**Work to complete:** Keep every line of the data below that has the string "other" and present those lines.

**Provided records:**

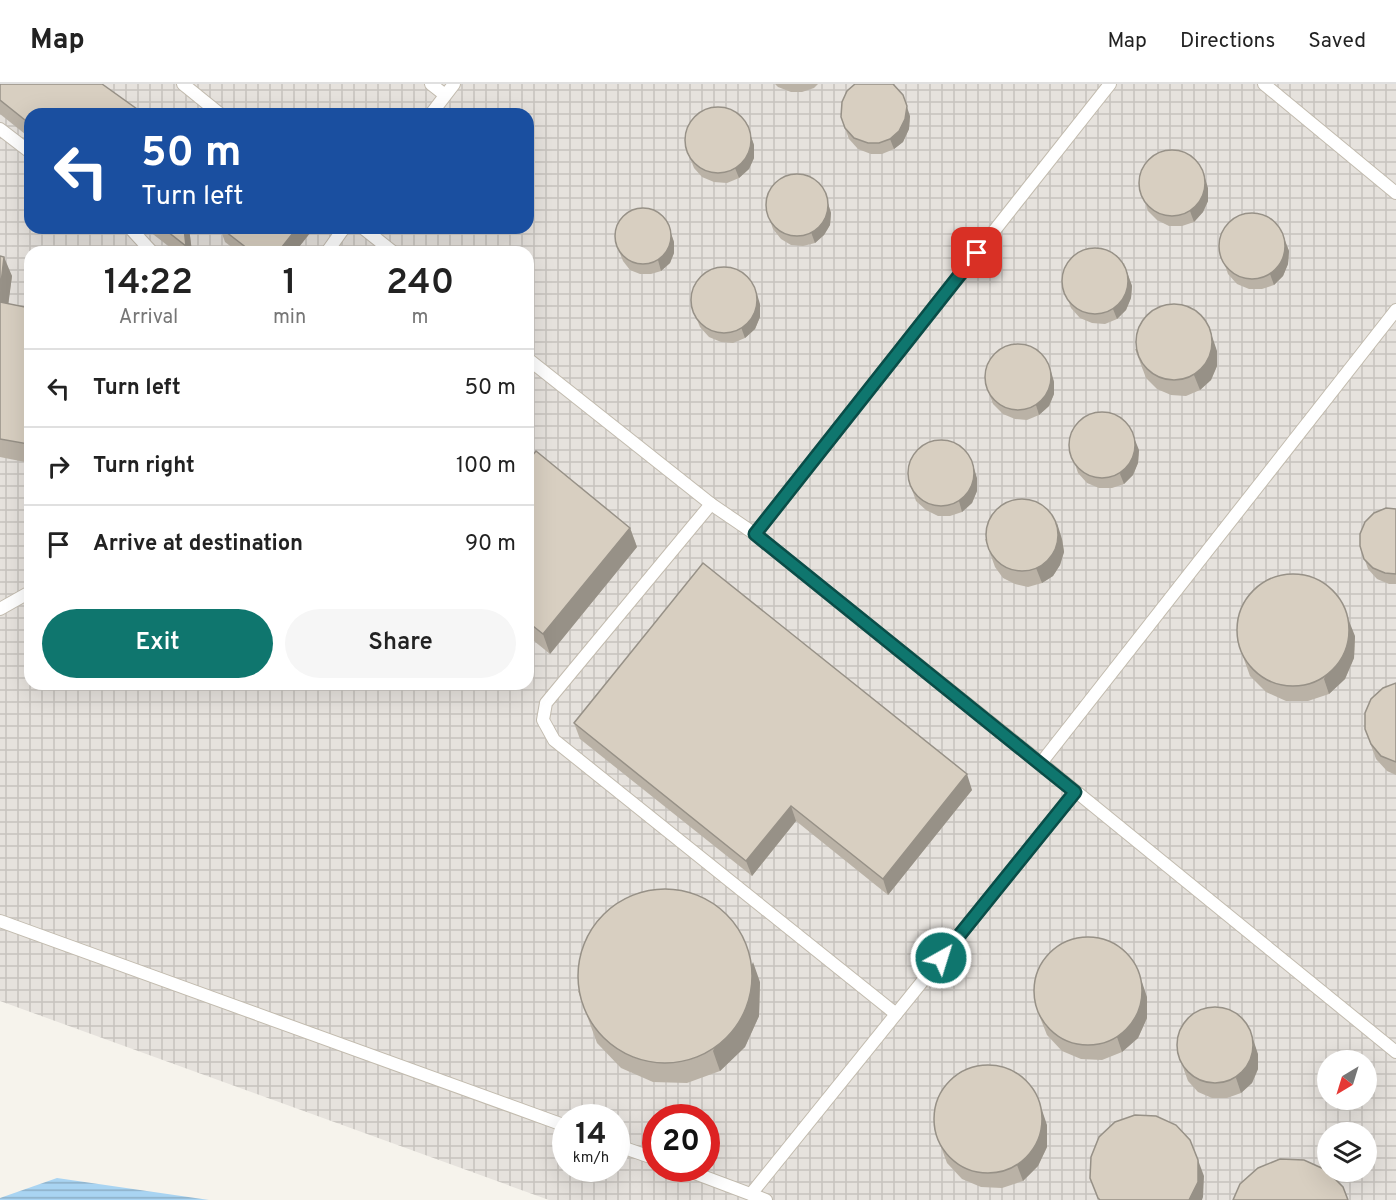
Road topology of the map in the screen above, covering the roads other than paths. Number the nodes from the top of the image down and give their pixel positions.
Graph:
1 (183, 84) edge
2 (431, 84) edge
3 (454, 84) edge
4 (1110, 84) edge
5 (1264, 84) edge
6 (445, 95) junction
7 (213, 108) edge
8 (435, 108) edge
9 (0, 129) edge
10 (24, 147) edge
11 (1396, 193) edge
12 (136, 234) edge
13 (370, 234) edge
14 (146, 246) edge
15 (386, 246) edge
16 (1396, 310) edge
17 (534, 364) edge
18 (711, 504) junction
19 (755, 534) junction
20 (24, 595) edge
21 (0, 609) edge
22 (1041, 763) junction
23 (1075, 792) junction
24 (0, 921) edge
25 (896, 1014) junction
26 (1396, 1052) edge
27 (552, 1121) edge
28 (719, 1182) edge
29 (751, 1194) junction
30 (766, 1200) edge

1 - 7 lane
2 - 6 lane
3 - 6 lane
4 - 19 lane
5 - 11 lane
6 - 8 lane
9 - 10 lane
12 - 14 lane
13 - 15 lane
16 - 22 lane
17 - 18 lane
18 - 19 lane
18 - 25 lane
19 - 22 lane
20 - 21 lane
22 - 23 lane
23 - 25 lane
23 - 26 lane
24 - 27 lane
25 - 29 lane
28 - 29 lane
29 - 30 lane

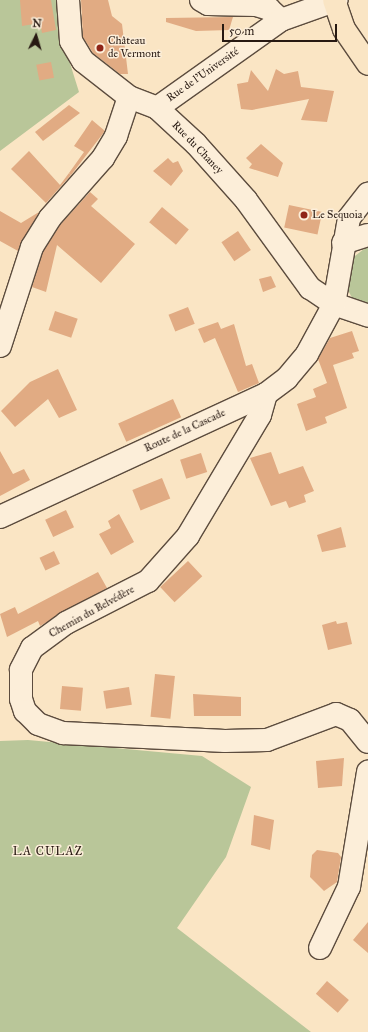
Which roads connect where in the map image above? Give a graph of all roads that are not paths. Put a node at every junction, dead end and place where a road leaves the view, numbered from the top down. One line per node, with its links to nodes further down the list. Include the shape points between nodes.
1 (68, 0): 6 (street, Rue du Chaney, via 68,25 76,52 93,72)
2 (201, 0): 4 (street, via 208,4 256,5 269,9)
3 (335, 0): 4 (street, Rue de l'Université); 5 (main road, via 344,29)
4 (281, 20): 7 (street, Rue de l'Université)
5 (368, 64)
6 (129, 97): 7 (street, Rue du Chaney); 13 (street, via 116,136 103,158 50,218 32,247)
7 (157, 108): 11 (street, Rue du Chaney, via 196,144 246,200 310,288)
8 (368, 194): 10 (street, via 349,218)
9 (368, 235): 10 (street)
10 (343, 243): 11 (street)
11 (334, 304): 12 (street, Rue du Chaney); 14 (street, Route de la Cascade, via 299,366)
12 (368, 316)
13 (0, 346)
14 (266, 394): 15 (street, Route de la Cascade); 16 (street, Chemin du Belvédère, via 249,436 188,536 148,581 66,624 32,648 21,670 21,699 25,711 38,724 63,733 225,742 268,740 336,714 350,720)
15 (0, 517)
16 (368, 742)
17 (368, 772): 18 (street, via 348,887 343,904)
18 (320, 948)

--

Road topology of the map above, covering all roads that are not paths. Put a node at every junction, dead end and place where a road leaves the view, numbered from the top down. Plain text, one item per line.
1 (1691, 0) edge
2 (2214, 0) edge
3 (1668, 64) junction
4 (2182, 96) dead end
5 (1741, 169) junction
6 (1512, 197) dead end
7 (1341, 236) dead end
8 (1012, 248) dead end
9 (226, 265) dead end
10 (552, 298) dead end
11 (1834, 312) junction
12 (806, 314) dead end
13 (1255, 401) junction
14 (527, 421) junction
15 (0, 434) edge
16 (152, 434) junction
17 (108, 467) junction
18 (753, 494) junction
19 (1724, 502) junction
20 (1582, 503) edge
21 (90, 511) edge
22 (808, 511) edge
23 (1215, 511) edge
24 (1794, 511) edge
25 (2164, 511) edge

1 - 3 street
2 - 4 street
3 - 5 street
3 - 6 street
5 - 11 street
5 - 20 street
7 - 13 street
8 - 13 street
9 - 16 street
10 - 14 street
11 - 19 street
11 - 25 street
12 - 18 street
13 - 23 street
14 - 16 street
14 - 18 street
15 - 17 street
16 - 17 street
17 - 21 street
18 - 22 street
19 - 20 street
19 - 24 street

--

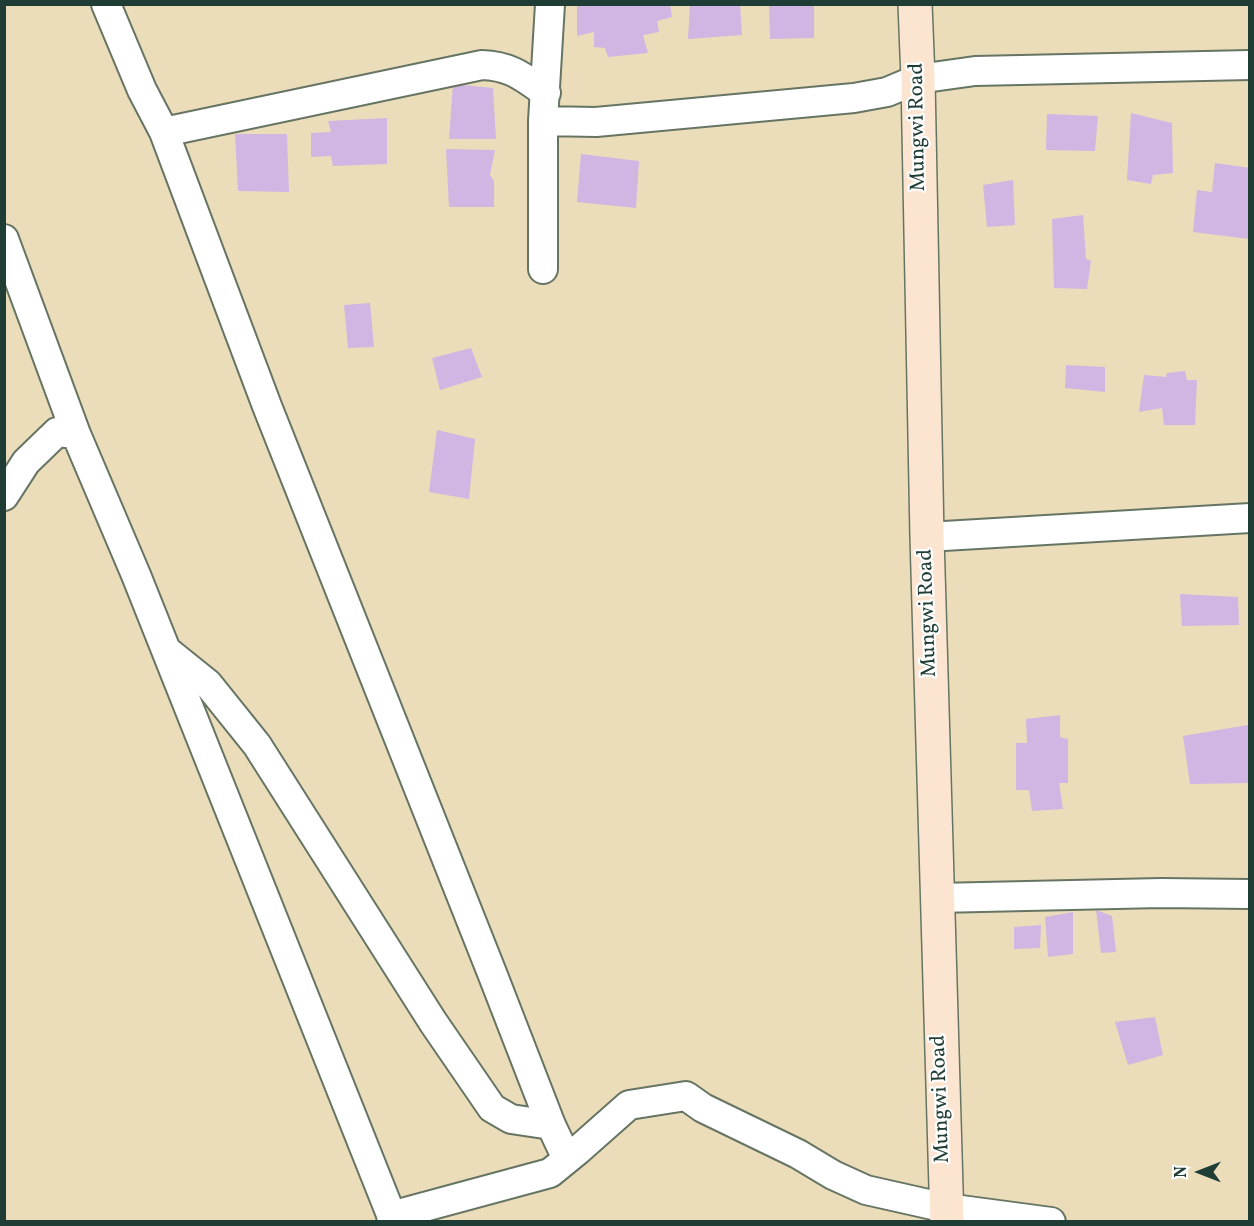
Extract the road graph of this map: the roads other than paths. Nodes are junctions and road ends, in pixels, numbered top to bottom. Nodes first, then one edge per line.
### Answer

**Solution:**
Road topology of the map in the screen above, covering the roads other than paths. Number the nodes from the top of the image down and give their pixel positions.
Extract the road graph of this map: the roads other than paths. Nodes are junctions and road ends, in pixels, numbered top to bottom. Nodes first, then one edge per line.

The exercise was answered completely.